TASK PROMPT:
For the string "Utara", state the number of lines in the data that contain it, and nothing else.

+++ DATASET RECORDS

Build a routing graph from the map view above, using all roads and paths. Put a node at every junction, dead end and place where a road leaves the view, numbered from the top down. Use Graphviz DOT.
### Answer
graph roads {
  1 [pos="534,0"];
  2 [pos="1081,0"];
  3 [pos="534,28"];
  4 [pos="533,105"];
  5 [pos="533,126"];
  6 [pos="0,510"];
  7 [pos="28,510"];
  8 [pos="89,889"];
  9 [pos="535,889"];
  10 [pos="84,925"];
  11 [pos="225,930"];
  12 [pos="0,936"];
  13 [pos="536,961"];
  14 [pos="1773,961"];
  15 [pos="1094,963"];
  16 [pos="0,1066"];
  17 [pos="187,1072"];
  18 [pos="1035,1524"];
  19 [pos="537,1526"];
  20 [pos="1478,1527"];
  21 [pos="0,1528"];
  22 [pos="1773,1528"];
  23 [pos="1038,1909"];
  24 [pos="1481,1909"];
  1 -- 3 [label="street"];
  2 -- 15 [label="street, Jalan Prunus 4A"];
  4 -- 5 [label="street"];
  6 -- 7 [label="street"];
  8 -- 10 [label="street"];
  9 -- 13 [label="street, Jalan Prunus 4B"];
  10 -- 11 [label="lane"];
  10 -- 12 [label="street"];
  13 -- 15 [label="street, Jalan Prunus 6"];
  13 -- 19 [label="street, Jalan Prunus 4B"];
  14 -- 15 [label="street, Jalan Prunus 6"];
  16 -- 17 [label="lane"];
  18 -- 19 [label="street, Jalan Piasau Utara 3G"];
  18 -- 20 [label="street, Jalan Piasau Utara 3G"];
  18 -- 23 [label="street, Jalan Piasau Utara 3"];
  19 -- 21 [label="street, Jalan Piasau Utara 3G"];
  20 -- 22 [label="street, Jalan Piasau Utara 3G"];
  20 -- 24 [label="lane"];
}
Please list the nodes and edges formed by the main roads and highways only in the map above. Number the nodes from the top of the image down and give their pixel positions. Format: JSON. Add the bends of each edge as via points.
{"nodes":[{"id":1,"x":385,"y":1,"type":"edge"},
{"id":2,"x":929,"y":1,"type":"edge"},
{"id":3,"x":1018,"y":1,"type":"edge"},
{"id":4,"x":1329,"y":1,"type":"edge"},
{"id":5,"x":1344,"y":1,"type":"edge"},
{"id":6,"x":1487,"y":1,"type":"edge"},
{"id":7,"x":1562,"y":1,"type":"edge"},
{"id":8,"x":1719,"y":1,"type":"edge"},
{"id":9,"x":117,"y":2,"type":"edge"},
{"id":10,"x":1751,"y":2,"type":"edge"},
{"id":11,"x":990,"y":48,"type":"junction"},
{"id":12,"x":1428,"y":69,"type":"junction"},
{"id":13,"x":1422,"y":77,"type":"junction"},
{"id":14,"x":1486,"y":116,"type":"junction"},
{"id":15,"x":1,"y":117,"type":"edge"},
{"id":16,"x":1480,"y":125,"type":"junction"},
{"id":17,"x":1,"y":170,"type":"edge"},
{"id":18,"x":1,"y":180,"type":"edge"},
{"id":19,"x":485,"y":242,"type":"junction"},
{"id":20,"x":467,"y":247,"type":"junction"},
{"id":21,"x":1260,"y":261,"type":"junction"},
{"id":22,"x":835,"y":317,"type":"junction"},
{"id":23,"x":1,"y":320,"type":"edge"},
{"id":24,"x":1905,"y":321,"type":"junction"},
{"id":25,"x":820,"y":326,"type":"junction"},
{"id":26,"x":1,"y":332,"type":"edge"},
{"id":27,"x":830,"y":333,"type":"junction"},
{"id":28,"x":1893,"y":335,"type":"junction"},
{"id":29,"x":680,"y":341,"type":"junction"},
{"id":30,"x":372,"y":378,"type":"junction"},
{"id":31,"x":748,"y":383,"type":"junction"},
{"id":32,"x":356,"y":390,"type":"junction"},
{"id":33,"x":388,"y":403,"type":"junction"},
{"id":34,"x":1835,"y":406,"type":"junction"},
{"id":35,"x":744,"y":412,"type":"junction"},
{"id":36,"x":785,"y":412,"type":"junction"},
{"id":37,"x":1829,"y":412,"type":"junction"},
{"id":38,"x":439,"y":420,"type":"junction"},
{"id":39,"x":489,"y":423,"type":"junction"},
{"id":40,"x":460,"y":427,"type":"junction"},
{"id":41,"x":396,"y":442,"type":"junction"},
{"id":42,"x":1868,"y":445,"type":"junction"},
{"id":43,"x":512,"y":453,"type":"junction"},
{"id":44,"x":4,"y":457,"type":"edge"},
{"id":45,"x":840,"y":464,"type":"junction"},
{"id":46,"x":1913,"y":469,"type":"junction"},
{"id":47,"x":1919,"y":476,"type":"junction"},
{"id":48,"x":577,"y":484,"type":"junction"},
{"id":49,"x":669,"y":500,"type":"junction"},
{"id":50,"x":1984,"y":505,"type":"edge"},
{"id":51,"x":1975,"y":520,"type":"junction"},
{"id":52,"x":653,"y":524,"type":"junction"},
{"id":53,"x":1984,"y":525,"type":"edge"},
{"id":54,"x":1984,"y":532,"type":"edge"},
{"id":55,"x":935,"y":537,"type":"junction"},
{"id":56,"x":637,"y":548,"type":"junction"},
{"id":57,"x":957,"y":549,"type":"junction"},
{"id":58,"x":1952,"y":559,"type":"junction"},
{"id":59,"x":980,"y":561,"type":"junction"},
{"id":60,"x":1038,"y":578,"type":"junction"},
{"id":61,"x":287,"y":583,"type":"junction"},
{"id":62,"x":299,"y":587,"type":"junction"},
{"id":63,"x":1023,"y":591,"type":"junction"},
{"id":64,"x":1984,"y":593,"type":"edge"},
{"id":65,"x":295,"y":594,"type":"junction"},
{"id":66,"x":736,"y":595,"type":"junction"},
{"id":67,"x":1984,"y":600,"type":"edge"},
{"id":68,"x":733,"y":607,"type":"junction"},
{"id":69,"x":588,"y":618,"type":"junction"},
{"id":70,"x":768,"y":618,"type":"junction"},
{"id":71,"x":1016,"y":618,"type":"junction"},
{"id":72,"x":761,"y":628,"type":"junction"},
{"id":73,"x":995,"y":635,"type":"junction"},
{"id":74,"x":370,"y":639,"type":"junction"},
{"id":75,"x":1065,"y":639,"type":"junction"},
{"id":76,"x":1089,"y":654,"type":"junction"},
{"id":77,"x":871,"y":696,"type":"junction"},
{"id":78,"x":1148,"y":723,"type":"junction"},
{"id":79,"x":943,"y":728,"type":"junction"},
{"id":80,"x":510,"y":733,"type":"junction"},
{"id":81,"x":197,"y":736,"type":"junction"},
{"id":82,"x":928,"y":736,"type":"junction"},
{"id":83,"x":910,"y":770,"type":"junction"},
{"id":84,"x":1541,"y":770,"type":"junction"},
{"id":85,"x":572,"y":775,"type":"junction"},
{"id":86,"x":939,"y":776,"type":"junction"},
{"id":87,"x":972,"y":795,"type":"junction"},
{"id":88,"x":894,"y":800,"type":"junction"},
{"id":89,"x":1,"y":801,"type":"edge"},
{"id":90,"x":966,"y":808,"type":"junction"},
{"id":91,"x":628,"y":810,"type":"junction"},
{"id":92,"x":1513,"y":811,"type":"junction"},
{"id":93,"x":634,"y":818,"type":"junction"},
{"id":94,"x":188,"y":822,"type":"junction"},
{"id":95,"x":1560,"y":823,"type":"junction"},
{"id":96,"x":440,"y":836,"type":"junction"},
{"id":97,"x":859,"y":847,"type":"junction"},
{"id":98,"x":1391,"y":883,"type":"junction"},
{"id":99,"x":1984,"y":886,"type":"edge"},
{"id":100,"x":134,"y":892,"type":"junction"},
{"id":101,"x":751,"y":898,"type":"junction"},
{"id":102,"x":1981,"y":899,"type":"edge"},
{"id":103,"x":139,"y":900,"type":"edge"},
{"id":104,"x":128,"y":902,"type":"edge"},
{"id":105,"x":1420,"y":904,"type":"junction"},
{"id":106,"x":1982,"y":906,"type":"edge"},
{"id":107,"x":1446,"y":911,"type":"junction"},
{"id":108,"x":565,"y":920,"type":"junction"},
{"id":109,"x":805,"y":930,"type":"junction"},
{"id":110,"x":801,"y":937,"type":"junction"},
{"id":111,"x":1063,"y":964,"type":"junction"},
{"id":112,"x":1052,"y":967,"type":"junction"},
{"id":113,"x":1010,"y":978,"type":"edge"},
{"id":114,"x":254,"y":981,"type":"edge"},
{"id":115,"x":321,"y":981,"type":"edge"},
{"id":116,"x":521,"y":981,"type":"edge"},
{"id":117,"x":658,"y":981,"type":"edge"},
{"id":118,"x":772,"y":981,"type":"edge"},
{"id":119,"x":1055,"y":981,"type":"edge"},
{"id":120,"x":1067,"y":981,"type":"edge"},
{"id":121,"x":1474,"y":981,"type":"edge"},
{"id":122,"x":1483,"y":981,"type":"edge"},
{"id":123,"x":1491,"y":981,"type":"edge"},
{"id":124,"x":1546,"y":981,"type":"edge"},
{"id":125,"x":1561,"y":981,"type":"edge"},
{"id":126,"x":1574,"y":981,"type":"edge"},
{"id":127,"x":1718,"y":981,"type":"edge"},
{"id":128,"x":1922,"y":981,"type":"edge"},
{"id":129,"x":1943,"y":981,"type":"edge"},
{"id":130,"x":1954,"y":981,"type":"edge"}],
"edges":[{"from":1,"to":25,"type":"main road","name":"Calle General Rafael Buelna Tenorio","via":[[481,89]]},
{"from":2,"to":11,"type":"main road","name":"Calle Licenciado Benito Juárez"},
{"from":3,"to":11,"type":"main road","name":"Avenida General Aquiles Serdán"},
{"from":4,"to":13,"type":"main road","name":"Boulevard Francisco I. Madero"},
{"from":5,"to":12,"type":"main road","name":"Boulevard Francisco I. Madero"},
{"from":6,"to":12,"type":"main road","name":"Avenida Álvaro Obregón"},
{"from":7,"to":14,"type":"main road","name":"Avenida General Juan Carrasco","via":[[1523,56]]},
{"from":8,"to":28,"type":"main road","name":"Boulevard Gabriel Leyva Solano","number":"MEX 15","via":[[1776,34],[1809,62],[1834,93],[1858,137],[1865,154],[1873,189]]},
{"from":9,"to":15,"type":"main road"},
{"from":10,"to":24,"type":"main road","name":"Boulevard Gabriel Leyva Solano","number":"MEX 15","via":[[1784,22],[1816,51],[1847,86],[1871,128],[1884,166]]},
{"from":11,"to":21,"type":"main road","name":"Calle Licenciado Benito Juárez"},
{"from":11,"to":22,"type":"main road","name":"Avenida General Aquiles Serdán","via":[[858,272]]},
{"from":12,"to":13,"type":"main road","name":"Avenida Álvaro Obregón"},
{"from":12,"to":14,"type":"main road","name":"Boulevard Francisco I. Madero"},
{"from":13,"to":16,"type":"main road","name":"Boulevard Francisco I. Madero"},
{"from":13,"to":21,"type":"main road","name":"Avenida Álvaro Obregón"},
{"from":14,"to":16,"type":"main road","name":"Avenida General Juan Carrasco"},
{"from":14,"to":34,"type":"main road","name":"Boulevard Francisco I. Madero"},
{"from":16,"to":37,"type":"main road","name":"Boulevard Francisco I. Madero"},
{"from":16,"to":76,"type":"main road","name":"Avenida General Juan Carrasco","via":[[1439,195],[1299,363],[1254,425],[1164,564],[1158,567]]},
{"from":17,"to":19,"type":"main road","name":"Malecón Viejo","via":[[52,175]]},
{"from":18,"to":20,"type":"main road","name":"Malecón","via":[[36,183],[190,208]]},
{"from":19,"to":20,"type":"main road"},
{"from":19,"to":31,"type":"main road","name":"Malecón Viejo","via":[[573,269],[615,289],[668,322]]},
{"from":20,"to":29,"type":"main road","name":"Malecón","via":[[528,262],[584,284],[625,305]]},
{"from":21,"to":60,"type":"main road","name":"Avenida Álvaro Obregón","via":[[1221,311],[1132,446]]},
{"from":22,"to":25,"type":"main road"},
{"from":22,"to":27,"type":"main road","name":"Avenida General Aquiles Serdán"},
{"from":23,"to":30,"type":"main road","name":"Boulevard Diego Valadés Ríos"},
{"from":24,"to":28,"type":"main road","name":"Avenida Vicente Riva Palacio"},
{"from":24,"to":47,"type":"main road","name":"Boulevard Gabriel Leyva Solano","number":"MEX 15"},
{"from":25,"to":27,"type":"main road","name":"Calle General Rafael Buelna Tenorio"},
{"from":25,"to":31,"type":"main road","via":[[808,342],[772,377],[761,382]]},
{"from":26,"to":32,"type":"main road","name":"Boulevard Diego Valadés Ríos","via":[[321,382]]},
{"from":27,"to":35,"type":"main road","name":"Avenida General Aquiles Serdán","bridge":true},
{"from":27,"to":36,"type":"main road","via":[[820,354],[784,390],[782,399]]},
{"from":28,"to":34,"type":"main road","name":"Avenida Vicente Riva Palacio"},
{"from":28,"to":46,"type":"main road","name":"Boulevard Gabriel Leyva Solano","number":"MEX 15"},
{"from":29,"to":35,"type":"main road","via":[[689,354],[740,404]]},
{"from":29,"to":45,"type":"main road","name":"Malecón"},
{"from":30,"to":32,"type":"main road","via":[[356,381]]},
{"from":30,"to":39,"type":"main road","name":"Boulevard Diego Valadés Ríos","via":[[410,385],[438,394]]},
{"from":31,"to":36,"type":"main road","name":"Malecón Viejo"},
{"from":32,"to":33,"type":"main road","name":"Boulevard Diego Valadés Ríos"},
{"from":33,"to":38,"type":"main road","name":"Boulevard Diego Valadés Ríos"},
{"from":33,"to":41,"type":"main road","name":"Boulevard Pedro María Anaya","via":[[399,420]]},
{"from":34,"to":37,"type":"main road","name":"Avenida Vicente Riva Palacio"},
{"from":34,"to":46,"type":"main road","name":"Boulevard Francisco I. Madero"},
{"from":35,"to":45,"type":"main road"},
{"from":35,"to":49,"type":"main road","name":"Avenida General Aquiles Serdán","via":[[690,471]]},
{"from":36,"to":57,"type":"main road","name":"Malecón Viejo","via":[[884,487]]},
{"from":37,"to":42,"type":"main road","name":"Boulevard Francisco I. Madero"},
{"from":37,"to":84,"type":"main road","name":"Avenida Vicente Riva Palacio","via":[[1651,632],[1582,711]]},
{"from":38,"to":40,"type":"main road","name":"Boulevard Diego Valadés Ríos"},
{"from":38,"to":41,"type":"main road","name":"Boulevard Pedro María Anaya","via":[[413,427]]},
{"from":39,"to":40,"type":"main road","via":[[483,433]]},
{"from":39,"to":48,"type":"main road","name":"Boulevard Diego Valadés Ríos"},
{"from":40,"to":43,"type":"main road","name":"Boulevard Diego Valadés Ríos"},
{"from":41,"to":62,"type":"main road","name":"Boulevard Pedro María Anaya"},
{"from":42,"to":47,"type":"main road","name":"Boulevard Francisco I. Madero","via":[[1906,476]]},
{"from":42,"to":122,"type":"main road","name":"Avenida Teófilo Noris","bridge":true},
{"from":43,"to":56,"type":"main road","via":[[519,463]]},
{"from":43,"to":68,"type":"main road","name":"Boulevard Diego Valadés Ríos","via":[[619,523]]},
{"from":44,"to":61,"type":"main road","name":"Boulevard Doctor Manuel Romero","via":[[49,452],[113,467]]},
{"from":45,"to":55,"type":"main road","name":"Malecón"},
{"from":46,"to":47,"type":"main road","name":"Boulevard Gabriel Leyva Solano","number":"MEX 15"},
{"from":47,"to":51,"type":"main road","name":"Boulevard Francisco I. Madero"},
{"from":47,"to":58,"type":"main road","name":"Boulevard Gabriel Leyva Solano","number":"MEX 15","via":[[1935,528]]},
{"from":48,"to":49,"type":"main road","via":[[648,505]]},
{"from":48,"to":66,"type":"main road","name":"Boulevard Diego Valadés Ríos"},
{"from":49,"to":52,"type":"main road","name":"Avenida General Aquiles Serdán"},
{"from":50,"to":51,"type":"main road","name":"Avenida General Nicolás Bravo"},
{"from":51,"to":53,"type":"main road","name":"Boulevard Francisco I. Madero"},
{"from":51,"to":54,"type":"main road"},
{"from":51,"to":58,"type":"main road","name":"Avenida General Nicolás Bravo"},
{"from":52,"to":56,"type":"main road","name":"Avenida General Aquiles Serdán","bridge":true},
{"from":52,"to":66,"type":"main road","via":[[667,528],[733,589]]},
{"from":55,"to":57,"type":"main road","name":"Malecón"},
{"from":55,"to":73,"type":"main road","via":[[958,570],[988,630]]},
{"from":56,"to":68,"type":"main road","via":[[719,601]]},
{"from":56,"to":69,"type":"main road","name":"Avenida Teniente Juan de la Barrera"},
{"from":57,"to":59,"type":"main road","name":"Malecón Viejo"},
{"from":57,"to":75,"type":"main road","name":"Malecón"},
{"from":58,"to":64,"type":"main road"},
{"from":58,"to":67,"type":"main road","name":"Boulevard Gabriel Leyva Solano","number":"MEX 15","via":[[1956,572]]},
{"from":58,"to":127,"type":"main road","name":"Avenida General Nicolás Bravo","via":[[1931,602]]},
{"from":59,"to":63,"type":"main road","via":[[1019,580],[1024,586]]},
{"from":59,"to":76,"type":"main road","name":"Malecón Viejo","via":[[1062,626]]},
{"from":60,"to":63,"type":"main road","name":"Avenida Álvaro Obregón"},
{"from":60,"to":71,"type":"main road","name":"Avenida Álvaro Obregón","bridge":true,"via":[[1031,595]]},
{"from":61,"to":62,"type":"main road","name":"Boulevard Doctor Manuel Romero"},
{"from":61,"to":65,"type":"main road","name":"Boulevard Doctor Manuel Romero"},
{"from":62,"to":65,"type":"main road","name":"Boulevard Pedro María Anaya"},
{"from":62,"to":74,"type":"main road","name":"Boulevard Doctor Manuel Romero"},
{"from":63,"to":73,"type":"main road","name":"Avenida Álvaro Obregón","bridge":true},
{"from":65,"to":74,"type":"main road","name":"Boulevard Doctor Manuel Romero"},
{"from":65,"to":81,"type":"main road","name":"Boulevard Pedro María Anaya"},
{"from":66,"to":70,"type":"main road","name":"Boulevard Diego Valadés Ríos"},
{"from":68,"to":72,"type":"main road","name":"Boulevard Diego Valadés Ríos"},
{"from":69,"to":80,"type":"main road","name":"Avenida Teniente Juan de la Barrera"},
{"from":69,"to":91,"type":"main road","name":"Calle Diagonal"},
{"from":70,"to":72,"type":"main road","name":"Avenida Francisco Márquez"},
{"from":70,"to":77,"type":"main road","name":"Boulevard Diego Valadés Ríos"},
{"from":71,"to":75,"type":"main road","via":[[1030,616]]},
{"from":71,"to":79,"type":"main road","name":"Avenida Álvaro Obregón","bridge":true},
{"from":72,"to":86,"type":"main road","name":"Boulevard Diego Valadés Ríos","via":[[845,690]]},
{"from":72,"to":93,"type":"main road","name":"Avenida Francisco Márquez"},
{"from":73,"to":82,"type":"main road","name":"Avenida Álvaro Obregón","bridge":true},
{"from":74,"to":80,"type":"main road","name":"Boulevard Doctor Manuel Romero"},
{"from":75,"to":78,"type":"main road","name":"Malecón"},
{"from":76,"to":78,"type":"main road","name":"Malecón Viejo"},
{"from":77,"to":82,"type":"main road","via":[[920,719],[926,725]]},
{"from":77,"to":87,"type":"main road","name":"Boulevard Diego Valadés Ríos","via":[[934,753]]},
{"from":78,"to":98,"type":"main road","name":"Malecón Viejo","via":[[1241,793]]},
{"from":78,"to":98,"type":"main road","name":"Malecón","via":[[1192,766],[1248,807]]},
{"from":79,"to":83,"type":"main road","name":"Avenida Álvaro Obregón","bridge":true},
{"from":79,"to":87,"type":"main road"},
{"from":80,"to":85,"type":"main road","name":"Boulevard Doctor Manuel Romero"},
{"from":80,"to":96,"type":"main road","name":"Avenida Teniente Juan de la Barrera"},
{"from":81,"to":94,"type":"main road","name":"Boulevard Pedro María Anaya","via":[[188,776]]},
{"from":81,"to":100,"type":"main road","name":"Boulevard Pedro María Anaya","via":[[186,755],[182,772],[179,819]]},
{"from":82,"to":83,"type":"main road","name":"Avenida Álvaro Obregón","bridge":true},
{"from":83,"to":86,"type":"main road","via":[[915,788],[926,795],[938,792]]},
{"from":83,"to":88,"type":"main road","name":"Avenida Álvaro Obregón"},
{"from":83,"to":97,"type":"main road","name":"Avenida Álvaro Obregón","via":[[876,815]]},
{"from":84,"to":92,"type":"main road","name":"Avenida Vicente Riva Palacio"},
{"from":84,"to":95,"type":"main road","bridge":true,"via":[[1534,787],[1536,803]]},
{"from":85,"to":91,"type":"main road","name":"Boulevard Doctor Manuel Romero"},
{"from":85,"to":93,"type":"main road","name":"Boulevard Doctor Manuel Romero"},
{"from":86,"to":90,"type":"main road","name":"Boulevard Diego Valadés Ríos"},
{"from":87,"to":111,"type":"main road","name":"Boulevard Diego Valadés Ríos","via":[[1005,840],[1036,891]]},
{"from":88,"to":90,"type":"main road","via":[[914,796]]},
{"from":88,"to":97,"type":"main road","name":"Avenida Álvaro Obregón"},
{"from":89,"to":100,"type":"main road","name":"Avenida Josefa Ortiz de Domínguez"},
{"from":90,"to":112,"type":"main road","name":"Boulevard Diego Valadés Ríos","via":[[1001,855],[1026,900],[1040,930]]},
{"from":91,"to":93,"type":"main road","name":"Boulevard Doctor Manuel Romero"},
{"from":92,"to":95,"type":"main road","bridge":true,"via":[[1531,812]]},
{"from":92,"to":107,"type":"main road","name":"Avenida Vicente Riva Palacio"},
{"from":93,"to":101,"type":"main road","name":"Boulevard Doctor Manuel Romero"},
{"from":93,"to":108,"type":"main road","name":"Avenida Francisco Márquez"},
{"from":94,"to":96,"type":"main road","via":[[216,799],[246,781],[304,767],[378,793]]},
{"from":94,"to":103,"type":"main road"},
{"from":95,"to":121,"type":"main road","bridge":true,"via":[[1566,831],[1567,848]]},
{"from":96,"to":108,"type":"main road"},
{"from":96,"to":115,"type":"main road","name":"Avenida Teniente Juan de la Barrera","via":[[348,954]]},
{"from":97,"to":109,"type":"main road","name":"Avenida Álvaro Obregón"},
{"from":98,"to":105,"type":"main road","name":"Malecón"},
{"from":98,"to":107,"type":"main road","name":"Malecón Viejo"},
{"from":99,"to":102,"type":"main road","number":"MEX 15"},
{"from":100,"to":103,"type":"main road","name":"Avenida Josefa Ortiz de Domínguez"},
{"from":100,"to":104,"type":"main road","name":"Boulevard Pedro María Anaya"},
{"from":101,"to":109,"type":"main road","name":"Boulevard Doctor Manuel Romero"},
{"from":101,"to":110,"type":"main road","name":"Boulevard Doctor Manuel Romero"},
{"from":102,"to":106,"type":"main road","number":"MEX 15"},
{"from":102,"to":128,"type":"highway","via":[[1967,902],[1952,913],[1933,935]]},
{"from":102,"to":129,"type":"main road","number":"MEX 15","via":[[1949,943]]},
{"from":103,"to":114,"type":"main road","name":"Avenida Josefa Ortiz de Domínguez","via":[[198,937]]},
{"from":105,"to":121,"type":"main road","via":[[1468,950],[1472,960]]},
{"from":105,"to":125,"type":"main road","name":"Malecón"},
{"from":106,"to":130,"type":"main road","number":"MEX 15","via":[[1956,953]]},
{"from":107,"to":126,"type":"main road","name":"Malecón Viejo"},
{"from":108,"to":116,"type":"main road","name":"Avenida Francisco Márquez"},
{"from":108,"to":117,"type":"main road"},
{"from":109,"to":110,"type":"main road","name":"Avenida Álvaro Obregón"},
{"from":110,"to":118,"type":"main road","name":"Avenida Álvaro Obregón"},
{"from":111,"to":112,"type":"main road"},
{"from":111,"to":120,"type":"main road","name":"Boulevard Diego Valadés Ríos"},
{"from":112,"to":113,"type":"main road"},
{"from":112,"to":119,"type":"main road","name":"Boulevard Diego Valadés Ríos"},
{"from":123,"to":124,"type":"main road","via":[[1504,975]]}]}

++++++

SOLVED PROBLEM:
5